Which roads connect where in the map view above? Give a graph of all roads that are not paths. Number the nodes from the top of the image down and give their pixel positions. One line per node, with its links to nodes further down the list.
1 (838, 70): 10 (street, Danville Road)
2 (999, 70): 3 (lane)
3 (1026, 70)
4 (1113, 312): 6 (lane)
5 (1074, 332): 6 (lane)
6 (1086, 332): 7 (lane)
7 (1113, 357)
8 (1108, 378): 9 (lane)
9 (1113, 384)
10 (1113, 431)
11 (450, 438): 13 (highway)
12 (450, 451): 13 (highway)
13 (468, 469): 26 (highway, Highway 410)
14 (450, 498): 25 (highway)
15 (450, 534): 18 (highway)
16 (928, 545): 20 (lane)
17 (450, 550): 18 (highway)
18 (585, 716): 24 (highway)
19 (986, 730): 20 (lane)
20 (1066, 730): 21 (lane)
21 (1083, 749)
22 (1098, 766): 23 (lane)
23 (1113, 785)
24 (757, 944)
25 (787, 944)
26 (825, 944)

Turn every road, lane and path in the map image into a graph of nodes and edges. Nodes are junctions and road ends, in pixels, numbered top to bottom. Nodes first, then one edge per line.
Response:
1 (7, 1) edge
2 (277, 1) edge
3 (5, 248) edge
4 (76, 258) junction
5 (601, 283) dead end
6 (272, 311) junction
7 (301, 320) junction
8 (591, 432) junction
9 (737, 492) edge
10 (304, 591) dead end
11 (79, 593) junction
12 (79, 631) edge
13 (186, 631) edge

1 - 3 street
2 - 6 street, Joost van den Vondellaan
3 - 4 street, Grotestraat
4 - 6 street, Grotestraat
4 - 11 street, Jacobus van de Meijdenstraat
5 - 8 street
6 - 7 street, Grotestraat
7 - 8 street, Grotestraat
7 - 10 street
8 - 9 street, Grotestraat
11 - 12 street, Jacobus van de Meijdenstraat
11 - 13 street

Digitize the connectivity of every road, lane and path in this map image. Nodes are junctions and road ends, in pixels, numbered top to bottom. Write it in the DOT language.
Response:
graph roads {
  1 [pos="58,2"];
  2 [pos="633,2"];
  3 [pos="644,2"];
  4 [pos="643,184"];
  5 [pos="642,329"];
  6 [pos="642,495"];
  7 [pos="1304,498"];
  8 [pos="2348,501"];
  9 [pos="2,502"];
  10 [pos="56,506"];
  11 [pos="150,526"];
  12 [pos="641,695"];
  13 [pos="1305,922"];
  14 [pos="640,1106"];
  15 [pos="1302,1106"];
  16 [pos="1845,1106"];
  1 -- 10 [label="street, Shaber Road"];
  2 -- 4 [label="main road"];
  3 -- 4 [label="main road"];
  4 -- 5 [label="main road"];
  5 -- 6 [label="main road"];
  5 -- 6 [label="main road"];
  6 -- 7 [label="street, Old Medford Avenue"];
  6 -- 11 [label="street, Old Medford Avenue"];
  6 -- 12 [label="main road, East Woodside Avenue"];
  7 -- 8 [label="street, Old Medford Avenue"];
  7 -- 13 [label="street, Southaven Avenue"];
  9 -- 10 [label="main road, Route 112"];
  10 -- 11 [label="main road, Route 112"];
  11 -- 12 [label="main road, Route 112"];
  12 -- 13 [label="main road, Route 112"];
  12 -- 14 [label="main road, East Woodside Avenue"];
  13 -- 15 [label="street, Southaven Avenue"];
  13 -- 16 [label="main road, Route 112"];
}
==================================================
§ What the exercise asks: Please go through the data above and copy every line that has the word "ends".

§ Task answer:
Turn every road, lane and path in the map image into a graph of nodes and edges. Nodes are junctions and road ends, in pixels, numbered top to bottom. Nodes first, then one edge per line.
Digitize the connectivity of every road, lane and path in this map image. Nodes are junctions and road ends, in pixels, numbered top to bottom. Write it in the DOT language.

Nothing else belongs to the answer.